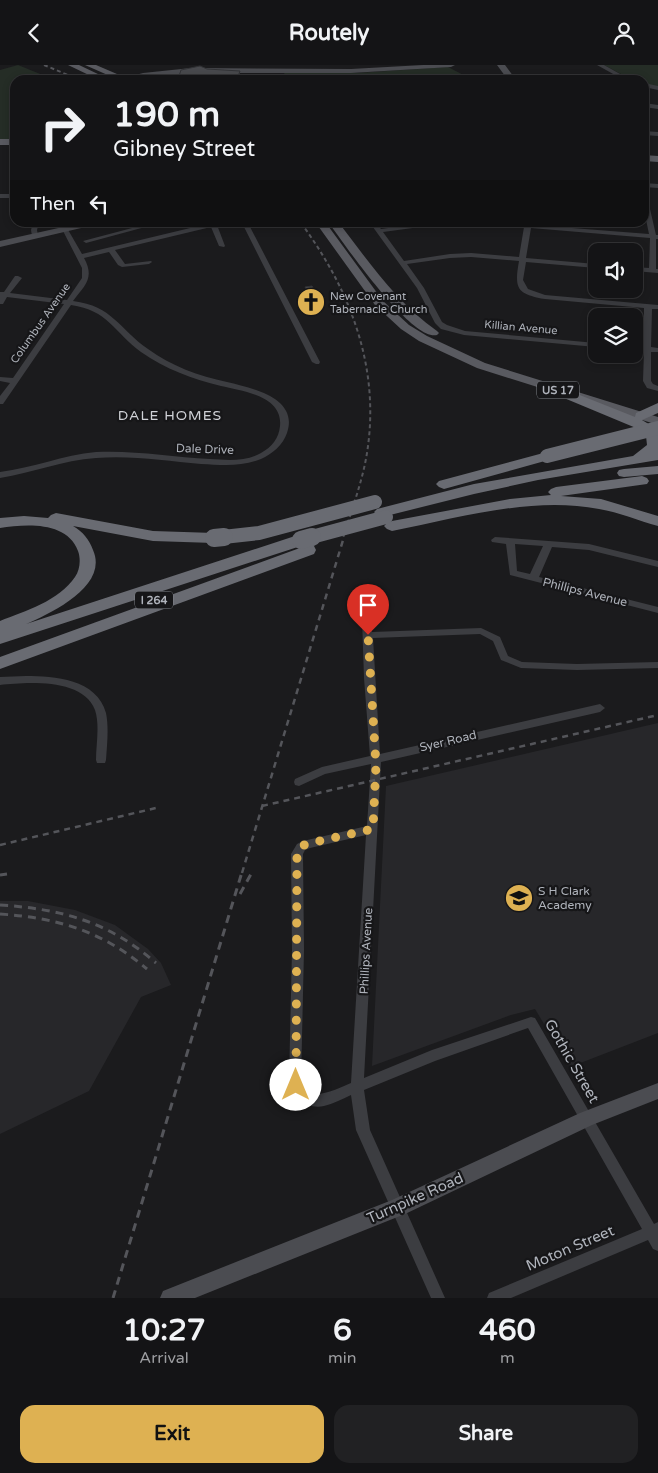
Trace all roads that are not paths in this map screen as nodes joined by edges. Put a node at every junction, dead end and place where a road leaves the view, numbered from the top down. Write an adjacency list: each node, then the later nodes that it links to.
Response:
1 (72, 65): 5 (main road)
2 (89, 65): 6 (main road)
3 (451, 65): 7 (street)
4 (600, 65): 8 (street)
5 (97, 75)
6 (112, 75)
7 (136, 75)
8 (619, 75)
9 (649, 221): 27 (street)
10 (35, 227): 25 (street)
11 (74, 227): 23 (street)
12 (136, 227): 28 (street)
13 (150, 227): 26 (street)
14 (200, 227): 26 (street)
15 (216, 227): 30 (street)
16 (247, 227): 50 (street)
17 (324, 227): 45 (main road, US 17)
18 (337, 227): 45 (main road, US 17)
19 (376, 227): 24 (street)
20 (407, 227): 24 (street)
21 (528, 227): 33 (street)
22 (540, 227): 27 (street)
23 (65, 229): 25 (street); 32 (street, Columbus Avenue)
24 (379, 231): 35 (street)
25 (35, 236): 29 (street)
26 (161, 237): 31 (street)
27 (655, 237): 37 (street)
28 (86, 241)
29 (0, 245)
30 (222, 247)
31 (111, 249): 32 (street); 34 (street)
32 (80, 257): 41 (street, Columbus Avenue)
33 (522, 260): 35 (street); 36 (street); 42 (street)
34 (150, 262)
35 (402, 263): 44 (street)
36 (588, 265)
37 (655, 271)
38 (18, 278): 39 (street)
39 (3, 295): 40 (street); 41 (street, Dale Drive)
40 (0, 302)
41 (70, 303): 52 (street, Columbus Avenue); 61 (street, Dale Drive)
42 (648, 306): 43 (street); 48 (street)
43 (658, 307)
44 (442, 325): 45 (street); 46 (street, Killian Avenue)
45 (423, 333): 54 (main road, US 17); 56 (main road, US 17)
46 (588, 344)
47 (643, 349): 48 (street)
48 (648, 349): 49 (street); 53 (street)
49 (658, 350)
50 (316, 363)
51 (0, 379): 52 (street)
52 (15, 381): 55 (street, Columbus Avenue)
53 (658, 389)
54 (557, 390): 56 (main road, US 17); 59 (highway)
55 (0, 402)
56 (653, 412)
57 (658, 427): 63 (highway, bridge)
58 (658, 456): 59 (highway)
59 (637, 460): 63 (highway)
60 (658, 469): 63 (highway, I 264)
61 (0, 475)
62 (658, 479): 63 (highway, I 264)
63 (384, 515): 64 (highway, bridge); 65 (highway); 70 (highway, I 264)
64 (0, 518)
65 (658, 521)
66 (0, 523): 75 (highway)
67 (495, 540): 68 (street)
68 (510, 541): 69 (street); 72 (street, Phillips Avenue)
69 (549, 543): 71 (street); 72 (street)
70 (304, 545): 77 (highway, I 264); 78 (highway, I 264); 79 (highway)
71 (658, 564)
72 (533, 579): 74 (street, Phillips Avenue)
73 (366, 588): 76 (street, Phillips Avenue)
74 (658, 610)
75 (0, 628)
76 (368, 635): 80 (street); 83 (street, Phillips Avenue)
77 (0, 638)
78 (0, 650)
79 (0, 663)
80 (658, 665)
81 (0, 681): 84 (street)
82 (600, 708): 83 (street, Syer Road)
83 (376, 758): 85 (street, Syer Road); 86 (street, Phillips Avenue)
84 (101, 760)
85 (299, 782)
86 (373, 829): 87 (street, Phillips Avenue); 87 (street, Gothic Street)
87 (358, 1086): 89 (street, Gothic Street); 90 (street, Phillips Avenue)
88 (658, 1091): 89 (street, Turnpike Road)
89 (586, 1119): 90 (street, Turnpike Road); 91 (street, Gothic Street)
90 (398, 1207): 92 (street, Turnpike Road); 93 (street, Phillips Avenue)
91 (656, 1235): 94 (street, Moton Street)
92 (180, 1296)
93 (438, 1298)
94 (494, 1298)

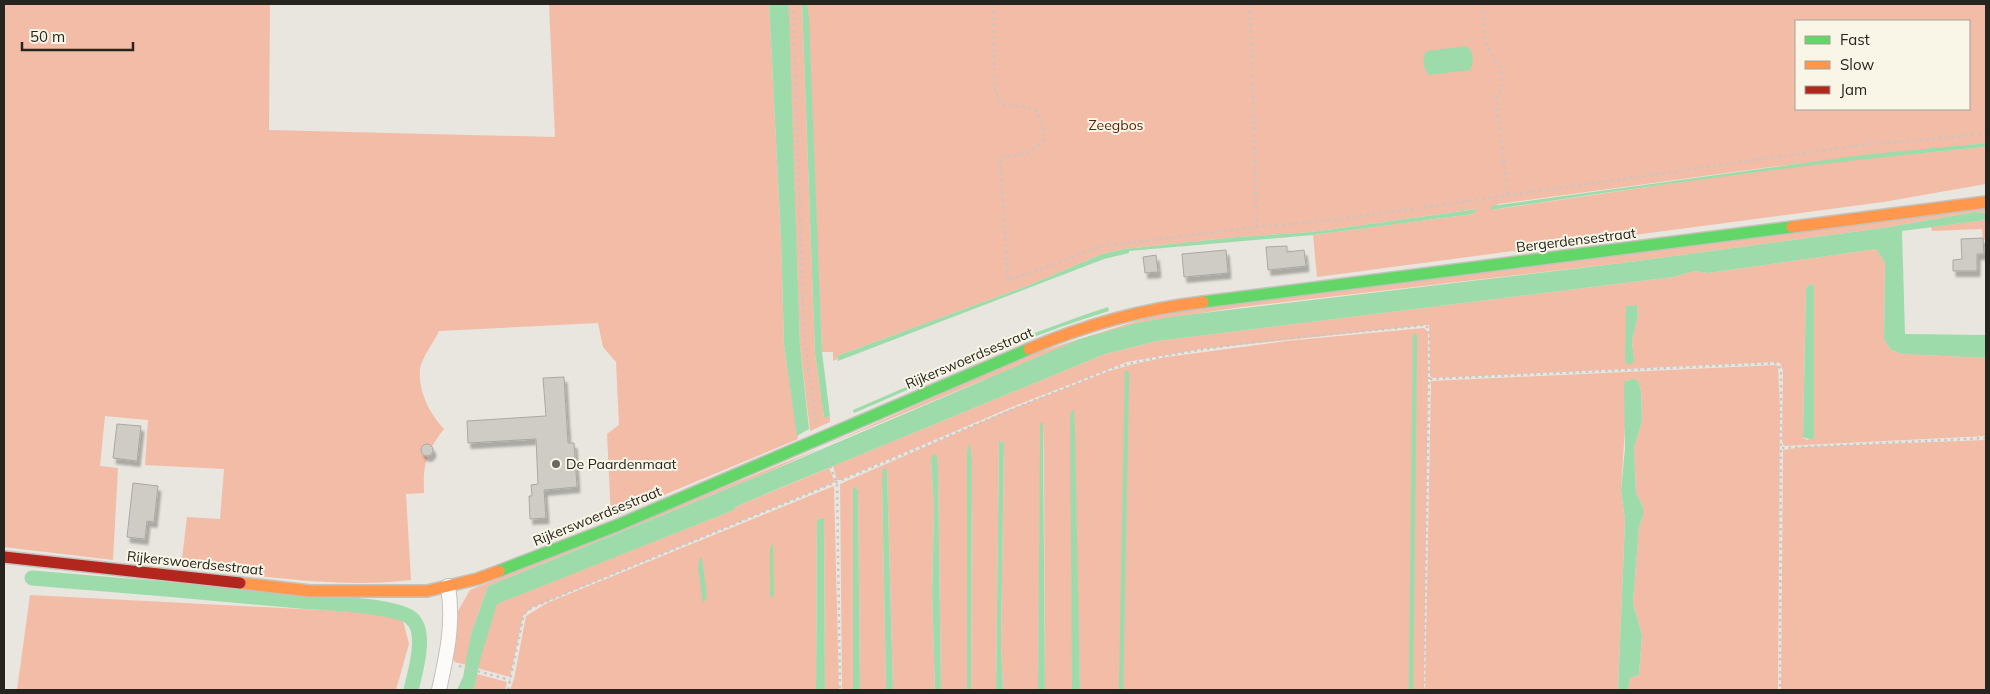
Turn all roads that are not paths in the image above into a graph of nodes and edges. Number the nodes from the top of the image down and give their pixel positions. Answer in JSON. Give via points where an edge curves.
{"nodes":[{"id":1,"x":1986,"y":202,"type":"edge"},
{"id":2,"x":1170,"y":306,"type":"joint"},
{"id":3,"x":4,"y":557,"type":"edge"},
{"id":4,"x":448,"y":586,"type":"junction"},
{"id":5,"x":439,"y":690,"type":"edge"}],
"edges":[{"from":1,"to":2,"type":"street","name":"Bergerdensestraat"},
{"from":2,"to":4,"type":"street","name":"Rijkerswoerdsestraat","via":[[1119,317],[1046,342],[821,443],[618,525],[477,579]]},
{"from":3,"to":4,"type":"street","name":"Rijkerswoerdsestraat","via":[[310,591],[427,591]]},
{"from":4,"to":5,"type":"street","via":[[451,631]]}]}
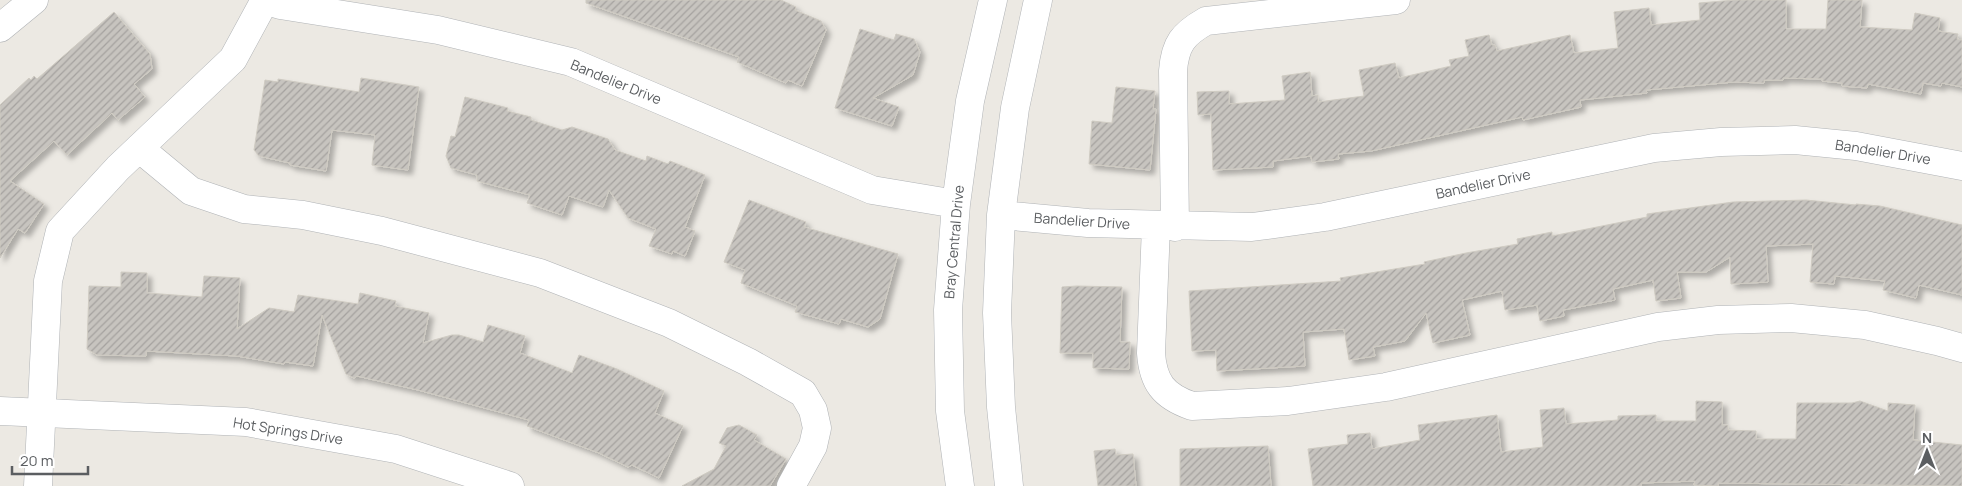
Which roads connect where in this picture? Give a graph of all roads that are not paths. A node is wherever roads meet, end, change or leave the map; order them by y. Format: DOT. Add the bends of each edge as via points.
graph roads {
  1 [pos="34,0"];
  2 [pos="264,0"];
  3 [pos="993,0"];
  4 [pos="1038,0"];
  5 [pos="1396,0"];
  6 [pos="296,4"];
  7 [pos="0,28"];
  8 [pos="138,148"];
  9 [pos="1962,166"];
  10 [pos="956,204"];
  11 [pos="1001,215"];
  12 [pos="1166,226"];
  13 [pos="1962,348"];
  14 [pos="0,411"];
  15 [pos="43,412"];
  16 [pos="38,486"];
  17 [pos="510,486"];
  18 [pos="791,486"];
  19 [pos="960,486"];
  20 [pos="1009,486"];
  1 -- 7 [label="street"];
  2 -- 6 [label="street, Bandelier Drive"];
  2 -- 8 [label="street" via="233,59"];
  3 -- 10 [label="street, Bray Central Drive" via="970,101"];
  4 -- 11 [label="street" via="1015,108"];
  5 -- 12 [label="street" via="1206,21 1192,29 1181,40 1174,55"];
  6 -- 10 [label="street, Bandelier Drive" via="438,30 572,62 872,190"];
  8 -- 15 [label="street" via="60,231 48,281"];
  8 -- 18 [label="street" via="191,191 244,209 303,215 382,231 540,273 669,323 748,362 803,393 813,410 817,428 813,446"];
  9 -- 12 [label="street, Bandelier Drive" via="1856,146 1795,140 1722,142 1654,148 1326,217 1252,227"];
  10 -- 19 [label="street, Bray Central Drive" via="948,310 950,411"];
  11 -- 12 [label="street, Bandelier Drive"];
  11 -- 20 [label="street" via="997,323 1000,407"];
  12 -- 13 [label="street" via="1152,368 1166,392 1192,406 1288,401 1386,386 1658,327 1718,320 1791,318 1865,325"];
  14 -- 15 [label="street, Hot Springs Drive"];
  15 -- 16 [label="street"];
  15 -- 17 [label="street, Hot Springs Drive" via="246,422 396,449"];
}
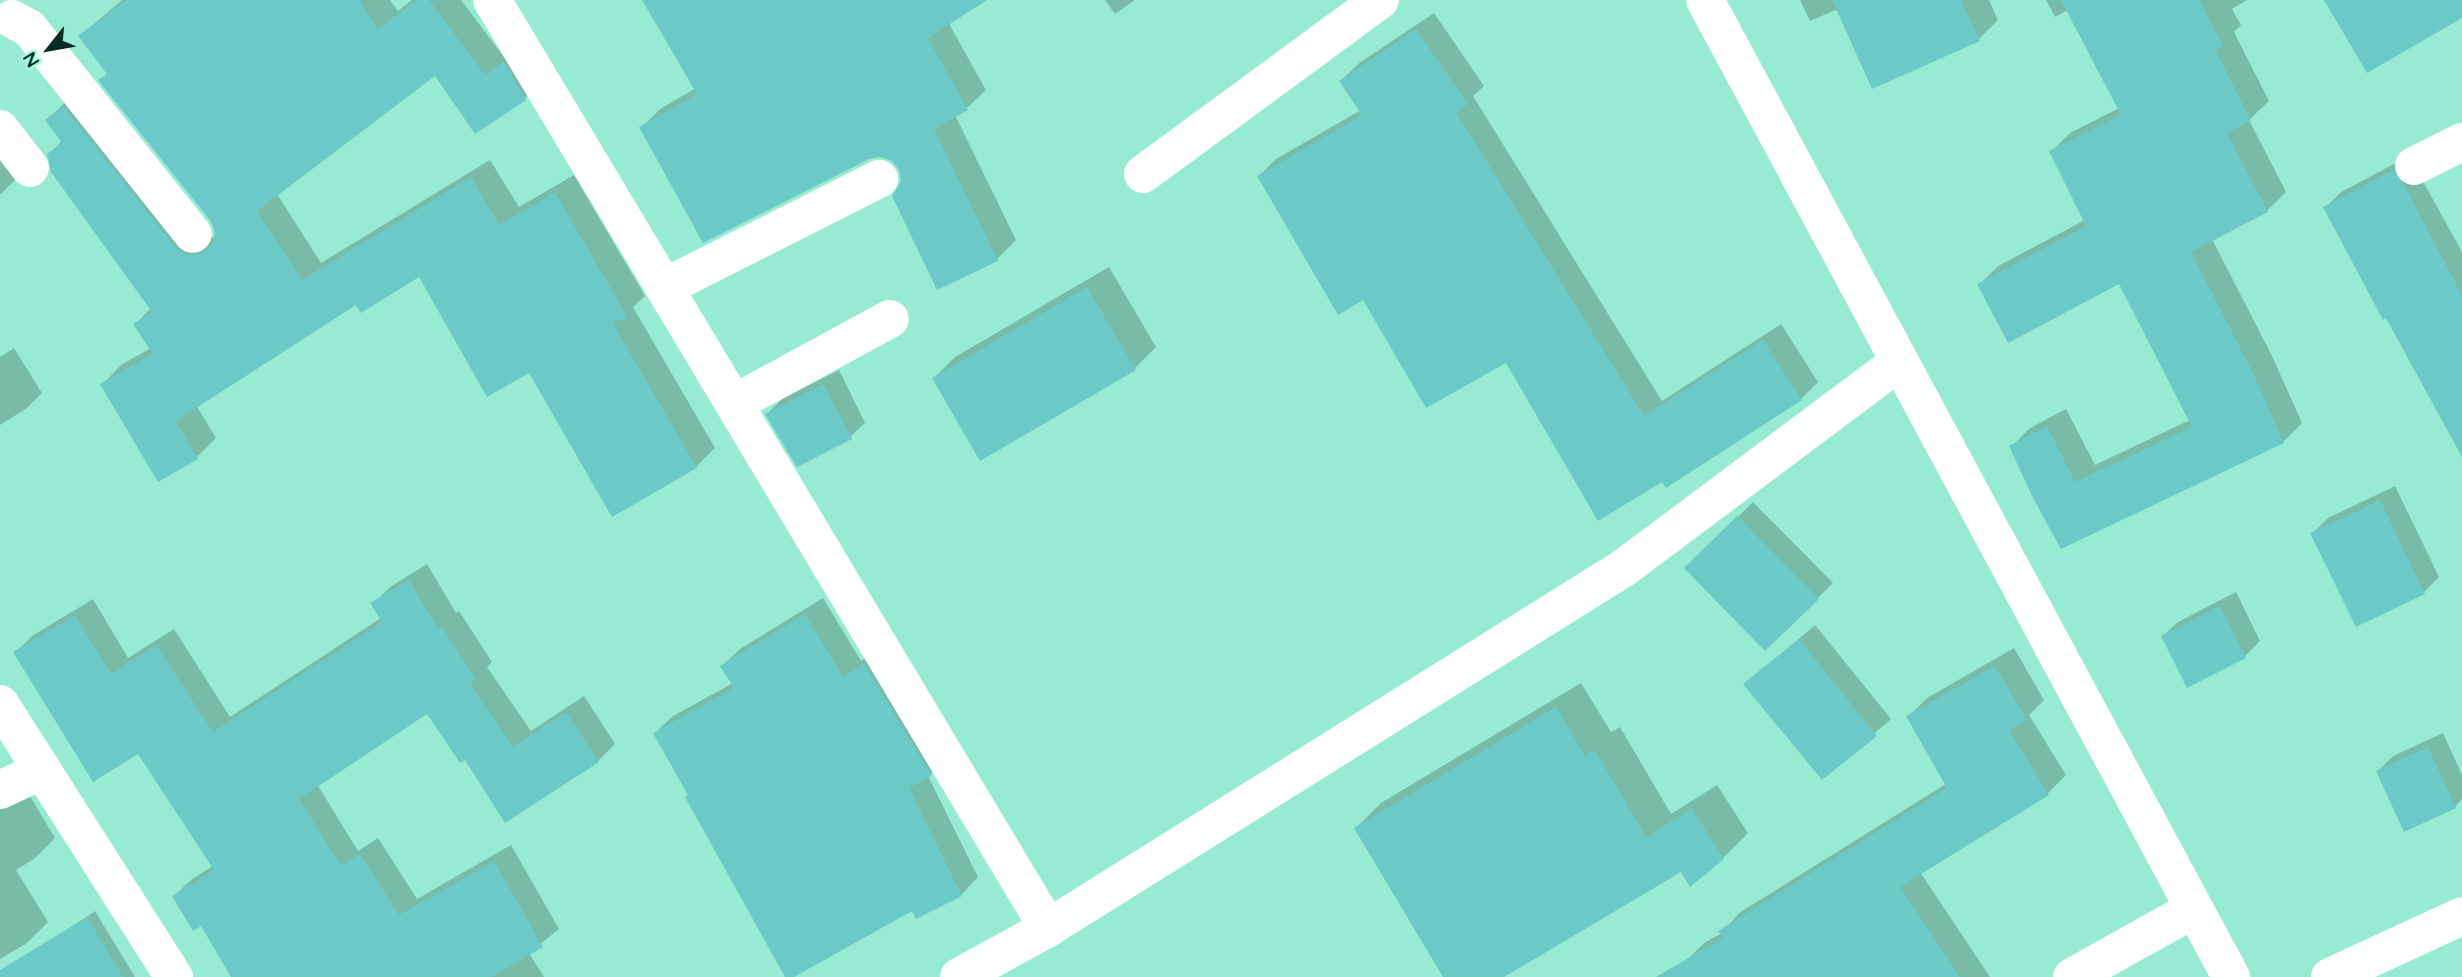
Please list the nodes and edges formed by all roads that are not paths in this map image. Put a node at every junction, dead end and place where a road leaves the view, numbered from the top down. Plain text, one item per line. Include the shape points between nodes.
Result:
1 (492, 0) edge
2 (1380, 0) edge
3 (1705, 0) edge
4 (16, 16) edge
5 (0, 129) edge
6 (2462, 142) edge
7 (2414, 166) dead end
8 (30, 168) dead end
9 (1143, 174) dead end
10 (878, 179) dead end
11 (193, 234) dead end
12 (665, 288) junction
13 (890, 319) dead end
14 (1899, 362) junction
15 (735, 403) junction
16 (0, 704) edge
17 (42, 770) junction
18 (0, 790) edge
19 (2194, 909) junction
20 (2462, 916) edge
21 (1048, 928) junction
22 (174, 977) edge
23 (959, 977) edge
24 (2072, 977) edge
25 (2231, 977) edge
26 (2330, 977) edge

1 - 12 street
2 - 9 street
3 - 14 street
4 - 11 street
5 - 8 street
6 - 7 street
10 - 12 street
12 - 15 street
13 - 15 street
14 - 19 street
14 - 21 street via 1625,567
15 - 21 street
16 - 17 street
17 - 18 street
17 - 22 street
19 - 24 street
19 - 25 street
20 - 26 street
21 - 23 street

-------------------------

A single number is the answer: the count of lines in the material above that contain "bridge".

Answer to this exercise:
2